Penerapan green finance dapat menguntungkan perbankan melalui peningkatan reputasi. Investor disinyalir merespon positif penerapan ESG dan green banking, yang dapat dilihat dari kenaikan ESG rating perusahaan. Direktur Kepatuhan Bank BRI, A. Solichin Lutfiyanto, menilai penerapan ESG dapat meningkatkan daya saing perusahaan, terutama dalam menghadapi generasi millennial yang menilai penting reputasi suatu perusahaan. Meskipun demikian, beberapa pengamat berpendapat bahwa penerapan ESG masih akan menghadapi beberapa tantangan, antara lain:
- Keterbatasan jumlah proyek berkelanjutan dikarenakan nasabah kesulitan memenuhi persyaratan seperti seperti sertifikasi ISPO/RSPO atau investasi teknologi hijau agar dapat dikategorikan sebagai sektor hijau.
- Biaya dan manfaat kegiatan ekonomi atau disebut eksternalitas seperti polusi udara dan air, tidak diinternalisasi dalam sistem penetapan harga
- Kurangnya informasi juga menjadi tantangan karena beberapa investor yang bertanggung jawab secara lingkungan dan sosial tidak mengetahui tempat atau perusahaan untuk berinvestasi. Selain itu, investor tidak memiliki data atau alat untuk menganalisa investasi dalam proyek ramah lingkungan
- Ekosistem green finance masih dalam tahap awal perencanaan. Pendukung ekosistem tersebut, seperti regulasi, kerangka kerja serta standarisasi produk green finance masih dalam tahap pengembangan.
- Portofolio pembiayaan atau instrumen hijau yang masih relatif rendah, serta data pendukung yang belum memadai. Tantangan ini sesuai dengan fakta bawa secara global, belum terdapat standar pelaporan dan metode pengukuran risiko untuk menghitung risiko finansial yang terkait dengan iklim dalam neraca bank.
- Kurangnya insentif bagi perusahaan. Meskipun masyarakat semakin sadar akan konsep green finance, terutama pada generasi muda, pertimbangan ekonomi masih menjadi prioritas utama. Penerapan prinsip ESG menimbulkan biaya tambahan bagi perusahaan. Disisi lain, penerapan prinsip ESG juga tidak memberikan timbal balik yang sangat menguntungkan bagi perusahaan. Biaya pungutan untuk green bond, misalnya, hanya sebatas 5%, dan secara perhitungan bank tidaklah signifikan. Kemudian, sertifikasi green yang tidak mudah, dimana biaya yang dikeluarkan lebih besar dibandingkan fasilitas yang didapatkan.

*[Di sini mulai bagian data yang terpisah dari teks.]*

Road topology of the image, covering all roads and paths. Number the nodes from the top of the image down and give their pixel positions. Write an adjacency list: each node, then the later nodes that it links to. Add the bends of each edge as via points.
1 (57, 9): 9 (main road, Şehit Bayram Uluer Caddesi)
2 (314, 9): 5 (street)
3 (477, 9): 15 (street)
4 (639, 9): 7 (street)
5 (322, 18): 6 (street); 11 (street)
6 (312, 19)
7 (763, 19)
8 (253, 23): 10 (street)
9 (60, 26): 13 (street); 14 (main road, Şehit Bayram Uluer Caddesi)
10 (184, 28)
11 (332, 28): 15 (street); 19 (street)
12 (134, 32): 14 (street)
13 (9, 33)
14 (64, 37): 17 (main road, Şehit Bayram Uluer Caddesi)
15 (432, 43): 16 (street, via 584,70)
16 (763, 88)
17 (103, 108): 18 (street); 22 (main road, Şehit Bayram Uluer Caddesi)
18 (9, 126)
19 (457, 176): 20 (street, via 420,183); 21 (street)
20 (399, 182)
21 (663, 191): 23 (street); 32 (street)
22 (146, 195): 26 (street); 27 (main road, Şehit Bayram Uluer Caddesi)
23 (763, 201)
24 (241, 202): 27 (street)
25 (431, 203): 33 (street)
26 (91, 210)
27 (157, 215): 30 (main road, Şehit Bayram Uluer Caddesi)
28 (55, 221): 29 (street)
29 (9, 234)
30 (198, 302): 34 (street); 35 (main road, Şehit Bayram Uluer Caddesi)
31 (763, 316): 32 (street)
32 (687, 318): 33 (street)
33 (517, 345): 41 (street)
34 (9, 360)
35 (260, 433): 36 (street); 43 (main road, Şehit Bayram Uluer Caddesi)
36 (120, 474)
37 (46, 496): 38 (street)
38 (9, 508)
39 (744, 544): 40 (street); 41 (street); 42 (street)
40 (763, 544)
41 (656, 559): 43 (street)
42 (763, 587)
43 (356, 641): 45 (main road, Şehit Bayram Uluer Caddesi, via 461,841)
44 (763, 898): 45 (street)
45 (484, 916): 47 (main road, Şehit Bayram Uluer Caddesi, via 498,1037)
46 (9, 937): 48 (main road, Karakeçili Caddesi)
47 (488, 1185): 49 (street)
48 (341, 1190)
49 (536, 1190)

- Aturan yang cenderung bersifat sebagai anjuran tanpa adanya insentif atau penalti. Adanya insentif bagi bank untuk mendorong pembiayaan kepada sektor hijau dapat digunakan sebagai pendorong investasi dalam keuangan berkelanjutan. Sementara penalti dapat mendorong kepatuhan dikalangan LJK untuk menerapkan prinsip ESG. Dengan tidak adanya kedua instrumen tersebut, penerapan ESG akan kurang maksimal.